A new report shows Louisville is still a big carbon emitter. Is anybody — including you — doing anything about it?

Louisville’s greenhouse gas emissions have increased by almost 10 percent since 1990, though the city remains in range with similarly sized communities, according to a preliminary report released last week by the Partnership for a Green City. 

Hoping to shrink Louisville’s carbon footprint by 2012, the group’s Climate Control Committee released the findings of its preliminary inventory as a first step in developing a climate action plan.

The report found that Louisville’s greenhouse gas emissions have increased by 8.5 percent since 1990, from 18.2 millions tons to 19.7 million in 2006. The projections from the report also say by the year 2012, the city will emit 20.2 million tons of greenhouse gases. 

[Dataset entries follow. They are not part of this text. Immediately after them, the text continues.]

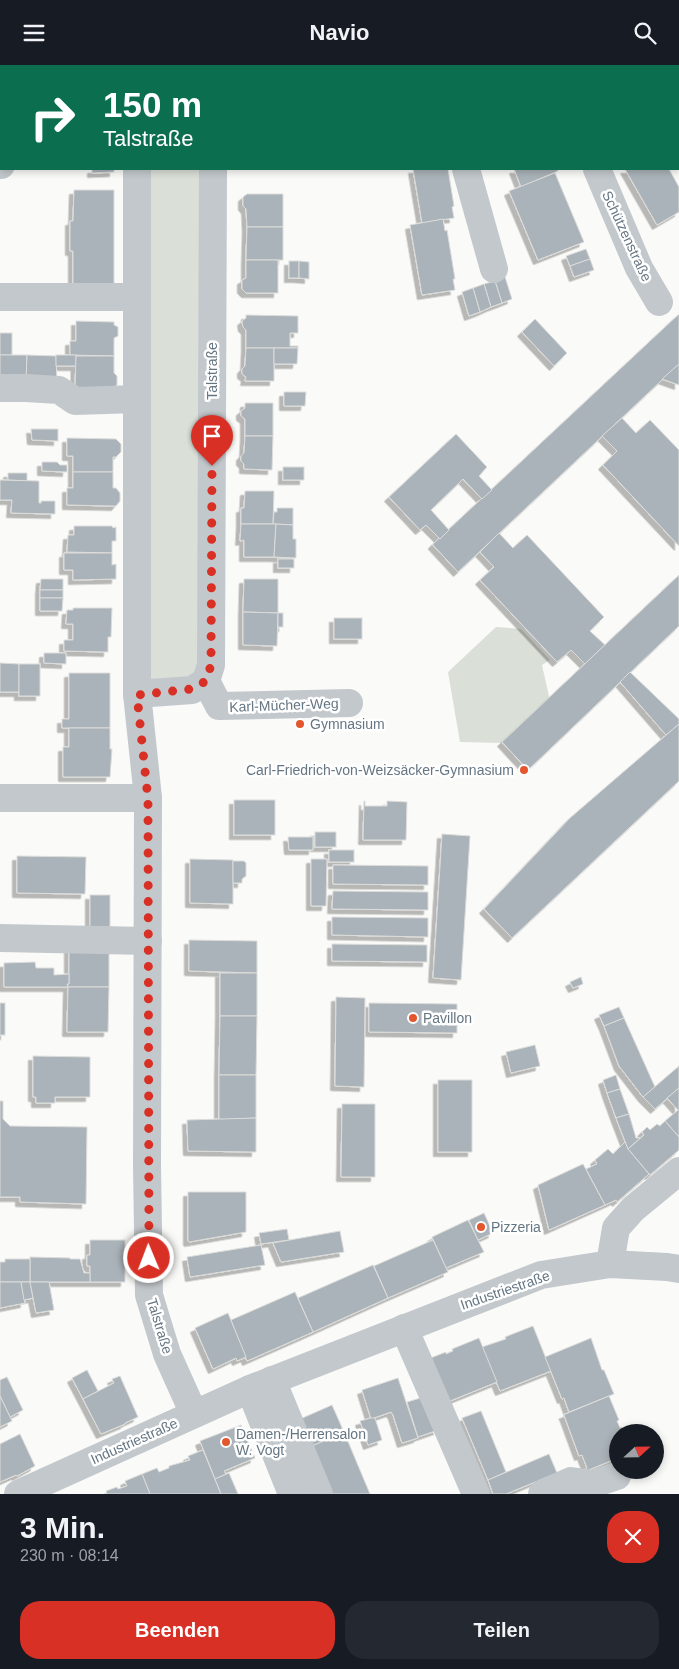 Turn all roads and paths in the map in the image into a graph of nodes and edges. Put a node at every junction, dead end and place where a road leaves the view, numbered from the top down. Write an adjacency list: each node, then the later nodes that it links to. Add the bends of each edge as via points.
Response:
1 (137, 170): 7 (street, Talstraße)
2 (213, 170): 11 (street, Talstraße, via 211,665)
3 (466, 170): 5 (street)
4 (597, 170): 8 (street, Schützenstraße, via 639,267)
5 (494, 269)
6 (0, 297): 7 (street)
7 (137, 297): 10 (street, Talstraße)
8 (660, 302)
9 (0, 388): 10 (street, via 59,390 75,401)
10 (136, 399): 12 (street, Talstraße)
11 (206, 681): 12 (street, via 192,689); 13 (street, Karl-Mücher-Weg, via 219,706)
12 (137, 695): 15 (street, Talstraße)
13 (349, 703)
14 (0, 798): 15 (street)
15 (148, 799): 17 (street, Talstraße)
16 (0, 938): 17 (street)
17 (148, 941): 23 (street, Talstraße, via 149,1295 167,1354)
18 (679, 1171): 19 (street, via 633,1209 616,1228)
19 (610, 1264): 20 (street, Industriestraße); 21 (street, Industriestraße, via 541,1275)
20 (679, 1269)
21 (404, 1328): 22 (street, Industriestraße); 28 (street)
22 (261, 1385): 23 (street, Industriestraße); 26 (street); 27 (street)
23 (194, 1414): 25 (street, Industriestraße)
24 (609, 1479): 29 (street, via 593,1485 571,1481)
25 (18, 1494)
26 (292, 1494)
27 (319, 1494)
28 (476, 1494)
29 (542, 1494)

However, glaring omissions in the report raise questions about the true level of Louisville’s carbon output. For instance, the report lists that U of L, TARC, Louisville Water Company, Louisville International Airport and MSD all produced zero carbon waste in 2006. During the findings presentation, two researchers from Trinity Consultants, who conducted the study, said some data was unavailable.

“There are some pretty significant gaps,” says Sarah Lynn Cunningham, a member of the partnership’s steering committee. An engineer and co-founder of Louisville Climate Action Network, a citizen group that encourages energy efficiency, Cunningham says she doesn’t believe the report is purposefully misleading; however, the numbers should be looked at as low-ball estimates. 

 “We cannot compel the private sector to disclose all of its fossil fuel purchases, but we know they’re buying and burning high quantities of coal and natural gas,” she says.

The report also attributed members of the partnership — the University of Louisville, Jefferson County Public Schools and Metro government — with only 4.8 percent of Louisville’s total carbon emissions. 

Because the report did not account for fuel usage outside of LG&E purchases, Cunningham says the numbers from the partnership may also be skewed. Many of Louisville’s largest companies and industries buy fossil fuels from other providers. 

“Those who consume the largest quan-tities of fuel are the most inclined to buy from the open market,” Cunningham says.

Matt Stull, spokesman for the Air Pollution Control District, says the missing data will eventually be accounted for to give members of the partnership a more accurate picture, adding that the report was a starting point to solving Louisville’s carbon problem.

“This is still a preliminary document,” he says. “Eventually we’re going to be held to a final inventory.”

Stull tells LEO Weekly the report is a much more in-depth study than the one the Brookings Institution undertook earlier this year, which was an overall snapshot of the city’s air pollutants. In May 2008, Brookings unveiled a similar report on the overall carbon footprints of America’s 100 largest cities, and Louisville ranked among the worst in the country. According to the Washington, D.C.-based think tank, in 2005 Louisville emitted 3.23 metric tons of carbon, well above the national average of 2.24 tons. Most of it came from highway transportation and residential energy waste, making the city the fourth-highest greenhouse gas emitter per capita.  

Stull says this report is more exhaustive and measures specific sectors of Louisville’s emissions, including the city’s residential, commercial, transportation and industrial carbon output. Once completed, the analysis, which cost $79,200, will give the committees in the partnership a starting point to make proper policy recommendations that will be used to develop a Climate Action Plan, Stull says. 

He tells LEO Weekly that the final analysis hopefully will be available later this year and presented at the Partnership for a Green City’s next bimonthly meeting in October. 

Much of the debate over what members of the partnership will do once the final analysis is complete, however, is dwarfed by the responsibility of the community to help shrink Louisville’s carbon footprint. To meet many of these reduction goals, residents must tighten their consumption. 

 “We’ve said all along it’s a community effort,” Stull says. “Members of the partnership can do only so much.”

For instance, according to the report, the residential sector has increased its carbon output by 23 percent since 1990.